Terpaksa, kali ini, sayalah yang harus geser tempat duduk. Saya sudah suruh Maria geser, tetapi dia tidak mau. Dia, masih dengan boneka babi di tangan kiri, terus menerus berbisik entah kepada siapa. Sementara antrean mengular, ia asyik berdialog tunggal. “Wahai setan, hidupkan... Hidupkan anjing-anjing yang dulu mau mengejarnya!”
Saya, demi apa pun, tak merespon kegilaannya. Dari pertama kami bersama, saya tahu Maria sudah sinting dan suka berbisik sendiri; kadang kepada setan, kadang pula pada malaikat. Jika orang bertanya kenapa kamu tidak berbisik pada Tuhan, anak itu jawab: Tuhan tidak ada.
Ibu berkali-kali bilang, “Jangan ganggu Maria! Bereskan dulu otaknya kalau kamu mau ajak main!”
Saya berpikir soal robot mainan yang tidak mungkin bisa dibereskan. Saya pernah dibelikan robot oleh Bapak di hari ulang tahun kesembilan setahun lalu, dan itu rusak di tangan Maria. Saya sudah peringatkan dia bahwa itu punya saya. Saya lelaki, maka saya main robot. Dan kamu, Maria, kamu perempuan, maka kamu main boneka. Tapi dia tak mau dan melawan. Dia rebut mainan robot-robotan saya dan membantingnya sehingga rusak.
Ibu putuskan, otak anak ini rusak, paham? Saya mengangguk. Tapi saya tidak bisa menahan diri untuk tidak membayangkan, suatu hari nanti, saat Maria sedang tidur, saya diam-diam masuk kamar dan membawa gergaji. Saya gergaji tempurung kepalanya, lalu saya perbaiki otak Maria. Siapa tahu ia tidak lebih rumit dari sebuah robot.

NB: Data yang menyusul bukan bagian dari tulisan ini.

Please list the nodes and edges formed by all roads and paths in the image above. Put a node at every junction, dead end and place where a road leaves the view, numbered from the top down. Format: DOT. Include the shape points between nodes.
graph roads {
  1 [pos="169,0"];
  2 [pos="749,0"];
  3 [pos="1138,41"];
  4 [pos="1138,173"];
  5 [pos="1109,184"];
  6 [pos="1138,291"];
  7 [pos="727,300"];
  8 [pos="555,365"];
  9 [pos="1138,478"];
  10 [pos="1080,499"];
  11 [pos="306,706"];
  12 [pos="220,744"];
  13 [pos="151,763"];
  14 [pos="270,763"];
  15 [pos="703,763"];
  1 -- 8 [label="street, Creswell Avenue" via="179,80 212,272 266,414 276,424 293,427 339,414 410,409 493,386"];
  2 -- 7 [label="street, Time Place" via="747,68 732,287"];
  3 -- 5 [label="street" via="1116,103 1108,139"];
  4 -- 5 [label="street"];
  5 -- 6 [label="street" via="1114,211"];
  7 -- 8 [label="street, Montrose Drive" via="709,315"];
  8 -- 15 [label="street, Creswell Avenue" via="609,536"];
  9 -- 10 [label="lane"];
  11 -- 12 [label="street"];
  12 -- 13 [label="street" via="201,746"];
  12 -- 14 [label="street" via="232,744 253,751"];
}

Niat itu memang sesekali muncul dan menganggu tidur saya. Sampai mimpi buruk beberapa kali menyambangi berupa genangan darah di kamar Maria dan tempurung kepala itu kambang persis perahu di tengah danau keramat. Saat bangun, saya kira saya memang harus melakukannya. Saya bayangkan Maria benar-benar sembuh dengan cara ini. Saya tidak tahu cara apa lagi yang bisa dilakukan demi membereskan otaknya yang rusak.
Maria sungguh kacau dan membikin repot banyak orang. Di rumah, tidak ada yang mau berteman dengannya selain saya. Melihat Maria, bahkan anjing-anjing peliharaan Om Rudolf, tetangga kami, tidak sudi dekat-dekat. Mereka semua tertunduk-tunduk dan lari ke tempat jauh. Saya tahu anjing-anjing itu lumayan galak kepada saya dulunya; pernah saya dikejar sampai beberapa ratus meter. Maria yang bodoh dan tolol mencoba melindungi saya dari mereka.
Katanya, “Anjing-anjing neraka, pergilah!”
Dia ambil berbongkah batu dan menyikat empat anjing itu. Satu di antaranya mati dan lainnya menyerang. Tak kalah gesit, Maria buru-buru mengambil pisau di saku dan melempar persis ke jidat satu ekor anjing, yang kemudian kejang-kejang dan ikut mati. Dua anjing tersisa, sejak itu, entah kenapa, seperti dirasuki roh pengecut bila melihat saudaraku yang gila lewat. Tetapi itu harus dibayar dengan rusaknya relasi antara Ibu dan Om Rudolf. Padahal, kami serumah tahu, kepada lelaki itulah kadang Ibu berutang beras.